Une plume élégante et mystérieuse
Avec L’île, Jérôme Loubry démontre encore une fois la qualité de sa plume. La construction du roman est travaillée, avec une bonne maîtrise des allers et retours temporels, et les descriptions immersives succèdent habilement aux dialogues incisifs, qui relancent l’action et fluidifient la lecture. L’auteur fait le choix d’un rythme assez lent, posé, pour densifier son atmosphère, sans pour autant négliger le suspense nécessaire au récit.
Le roman débute en effet de manière très intrigante, et propose par la suite un mystère séduisant, à la lisière du fantastique. En lorgnant par instants vers la littérature gothique et horrifique, Jérôme Loubry crée une ambiance énigmatique, et joue avec la personnification du manoir et de Porquerolles. Le récit s’attarde longuement sur les personnages et leur introspection, avec une finesse psychologique assez convaincante.
Entre musique et cinéma
Dans ce nouveau roman, la musique tient une place de premier plan. Les personnages, et en particulier Diane et Cassandre, en sont tous grands amateurs, et achètent régulièrement chez leur ami disquaire des vinyles qu’ils écoutent sur les enceintes puissantes du manoir. Chaque en-tête de chapitre est introduit par le symbole « retour-arrière » ou « pause » des lecteurs audios, habile référence aux retours dans le temps de l’histoire et à la passion des protagonistes. Cependant, ces éléments ne sont pas une simple lubie de l’auteur, mais constituent un point d’intrigue déterminant. Jérôme Loubry propose également une liste de chansons à écouter à la fin du roman, qui constituera une excellente suggestion pour les lecteurs aimant lire en musique.
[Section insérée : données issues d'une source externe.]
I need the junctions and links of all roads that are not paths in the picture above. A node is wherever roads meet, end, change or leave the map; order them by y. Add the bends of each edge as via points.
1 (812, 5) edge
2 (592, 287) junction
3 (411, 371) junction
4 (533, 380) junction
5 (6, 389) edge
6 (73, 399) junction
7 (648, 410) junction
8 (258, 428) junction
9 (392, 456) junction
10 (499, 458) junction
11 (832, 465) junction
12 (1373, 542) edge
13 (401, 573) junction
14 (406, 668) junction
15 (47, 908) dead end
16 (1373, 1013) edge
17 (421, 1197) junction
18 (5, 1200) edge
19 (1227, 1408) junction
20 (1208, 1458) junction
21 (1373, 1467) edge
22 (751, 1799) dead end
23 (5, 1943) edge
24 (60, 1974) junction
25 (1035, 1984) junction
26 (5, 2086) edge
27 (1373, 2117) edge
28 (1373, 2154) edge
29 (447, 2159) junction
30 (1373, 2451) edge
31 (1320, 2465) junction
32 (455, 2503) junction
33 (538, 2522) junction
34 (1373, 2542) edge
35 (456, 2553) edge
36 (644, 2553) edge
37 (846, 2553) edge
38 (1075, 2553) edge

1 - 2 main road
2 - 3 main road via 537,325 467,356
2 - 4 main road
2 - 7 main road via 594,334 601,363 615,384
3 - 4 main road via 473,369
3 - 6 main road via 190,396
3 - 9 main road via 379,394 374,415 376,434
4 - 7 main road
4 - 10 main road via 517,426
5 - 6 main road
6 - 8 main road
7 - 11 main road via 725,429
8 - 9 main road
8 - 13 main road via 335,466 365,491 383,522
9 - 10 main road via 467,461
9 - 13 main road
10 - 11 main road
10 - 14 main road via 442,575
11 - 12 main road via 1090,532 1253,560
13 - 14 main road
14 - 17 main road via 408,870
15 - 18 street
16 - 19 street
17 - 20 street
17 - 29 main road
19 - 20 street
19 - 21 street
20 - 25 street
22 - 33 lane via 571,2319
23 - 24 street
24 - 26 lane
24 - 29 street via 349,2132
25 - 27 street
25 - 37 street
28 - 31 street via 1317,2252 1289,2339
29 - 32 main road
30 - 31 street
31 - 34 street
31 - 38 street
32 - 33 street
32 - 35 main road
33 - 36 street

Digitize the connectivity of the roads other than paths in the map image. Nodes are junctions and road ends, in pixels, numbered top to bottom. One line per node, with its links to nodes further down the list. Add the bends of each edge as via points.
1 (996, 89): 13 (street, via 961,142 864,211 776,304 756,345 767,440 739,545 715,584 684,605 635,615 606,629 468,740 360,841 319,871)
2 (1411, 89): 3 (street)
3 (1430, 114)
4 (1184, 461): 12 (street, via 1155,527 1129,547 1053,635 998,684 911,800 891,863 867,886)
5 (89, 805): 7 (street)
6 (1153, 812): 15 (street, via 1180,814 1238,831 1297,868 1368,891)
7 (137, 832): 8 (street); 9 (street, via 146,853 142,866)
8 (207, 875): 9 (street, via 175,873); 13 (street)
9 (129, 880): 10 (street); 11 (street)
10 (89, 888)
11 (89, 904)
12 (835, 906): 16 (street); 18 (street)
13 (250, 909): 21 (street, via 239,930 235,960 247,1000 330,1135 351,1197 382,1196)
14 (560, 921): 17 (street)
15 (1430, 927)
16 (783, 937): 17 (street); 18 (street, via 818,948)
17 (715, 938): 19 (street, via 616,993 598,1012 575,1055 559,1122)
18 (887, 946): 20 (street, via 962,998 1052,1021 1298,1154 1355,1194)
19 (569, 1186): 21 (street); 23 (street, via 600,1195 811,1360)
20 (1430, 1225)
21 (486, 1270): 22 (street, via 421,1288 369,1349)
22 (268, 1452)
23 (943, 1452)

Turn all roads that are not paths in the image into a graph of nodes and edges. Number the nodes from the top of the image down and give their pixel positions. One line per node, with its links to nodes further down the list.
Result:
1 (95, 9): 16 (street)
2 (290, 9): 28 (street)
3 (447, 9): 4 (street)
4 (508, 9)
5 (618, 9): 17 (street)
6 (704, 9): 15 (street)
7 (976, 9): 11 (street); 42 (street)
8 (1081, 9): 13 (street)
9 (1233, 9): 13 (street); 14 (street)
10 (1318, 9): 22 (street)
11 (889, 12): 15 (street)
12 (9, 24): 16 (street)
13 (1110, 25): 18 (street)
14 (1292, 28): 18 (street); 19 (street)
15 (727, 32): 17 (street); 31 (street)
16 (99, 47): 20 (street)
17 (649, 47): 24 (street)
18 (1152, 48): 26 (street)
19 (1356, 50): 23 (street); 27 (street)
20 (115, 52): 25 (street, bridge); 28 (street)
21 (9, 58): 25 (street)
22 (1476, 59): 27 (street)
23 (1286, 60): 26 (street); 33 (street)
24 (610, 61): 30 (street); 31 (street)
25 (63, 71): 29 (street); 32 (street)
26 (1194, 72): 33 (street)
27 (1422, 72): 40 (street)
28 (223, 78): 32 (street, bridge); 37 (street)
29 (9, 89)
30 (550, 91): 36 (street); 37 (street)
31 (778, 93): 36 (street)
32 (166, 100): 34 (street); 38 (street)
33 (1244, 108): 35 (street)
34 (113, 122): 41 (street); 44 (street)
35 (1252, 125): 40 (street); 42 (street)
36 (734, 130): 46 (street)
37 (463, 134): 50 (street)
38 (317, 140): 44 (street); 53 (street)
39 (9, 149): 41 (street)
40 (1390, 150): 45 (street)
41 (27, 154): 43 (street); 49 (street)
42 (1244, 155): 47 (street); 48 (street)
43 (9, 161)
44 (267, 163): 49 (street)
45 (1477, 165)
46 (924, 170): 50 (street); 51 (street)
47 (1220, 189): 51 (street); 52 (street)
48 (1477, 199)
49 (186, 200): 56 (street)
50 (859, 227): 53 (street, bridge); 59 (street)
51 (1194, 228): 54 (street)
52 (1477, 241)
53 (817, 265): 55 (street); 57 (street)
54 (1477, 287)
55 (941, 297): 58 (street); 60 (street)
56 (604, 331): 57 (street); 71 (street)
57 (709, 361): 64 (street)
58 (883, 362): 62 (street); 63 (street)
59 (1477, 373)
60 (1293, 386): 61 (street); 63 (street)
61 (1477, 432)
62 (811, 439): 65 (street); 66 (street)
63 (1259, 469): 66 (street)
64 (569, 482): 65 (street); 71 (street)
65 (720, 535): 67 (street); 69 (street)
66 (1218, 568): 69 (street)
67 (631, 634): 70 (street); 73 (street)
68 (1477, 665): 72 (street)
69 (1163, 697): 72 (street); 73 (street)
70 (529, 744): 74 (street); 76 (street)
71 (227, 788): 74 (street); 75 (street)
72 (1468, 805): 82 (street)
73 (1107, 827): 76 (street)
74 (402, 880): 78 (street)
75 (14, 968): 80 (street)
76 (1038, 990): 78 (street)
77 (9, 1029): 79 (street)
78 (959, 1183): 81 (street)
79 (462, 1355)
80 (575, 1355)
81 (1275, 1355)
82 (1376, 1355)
Enfin, une autre forme d’art tient une place déterminante dans le récit, et il s’agit du cinéma. Paul, Sabrina, Lucas et Cassandre souhaitent faire carrière en tant que réalisateur ou acteur, et on les voit se filmer, écrire des scénarios et parler d’avenir. Certains passages, en italique dans le roman, sont d’ailleurs des extraits de scénario et se superposent habilement à la réalité. La plume de l’auteur, immersive et sensorielle, revêt alors, elle aussi, un aspect cinématographique, et plonge le lecteur dans un univers palpable et visuel, notamment lorsqu’il décrit la violence d’un orage ou les états d’âmes de ses personnages tourmentés.
L’Île est donc un roman intrigant et séduisant, proposant une atmosphère travaillée et des personnages énigmatiques. S’il ne repose pas sur un suspense redoutable, sa construction intelligente et sa plume poétique et élégante en feront une lecture très agréable, doublée d’une invitation au voyage sur la mystérieuse île de Porquerolles.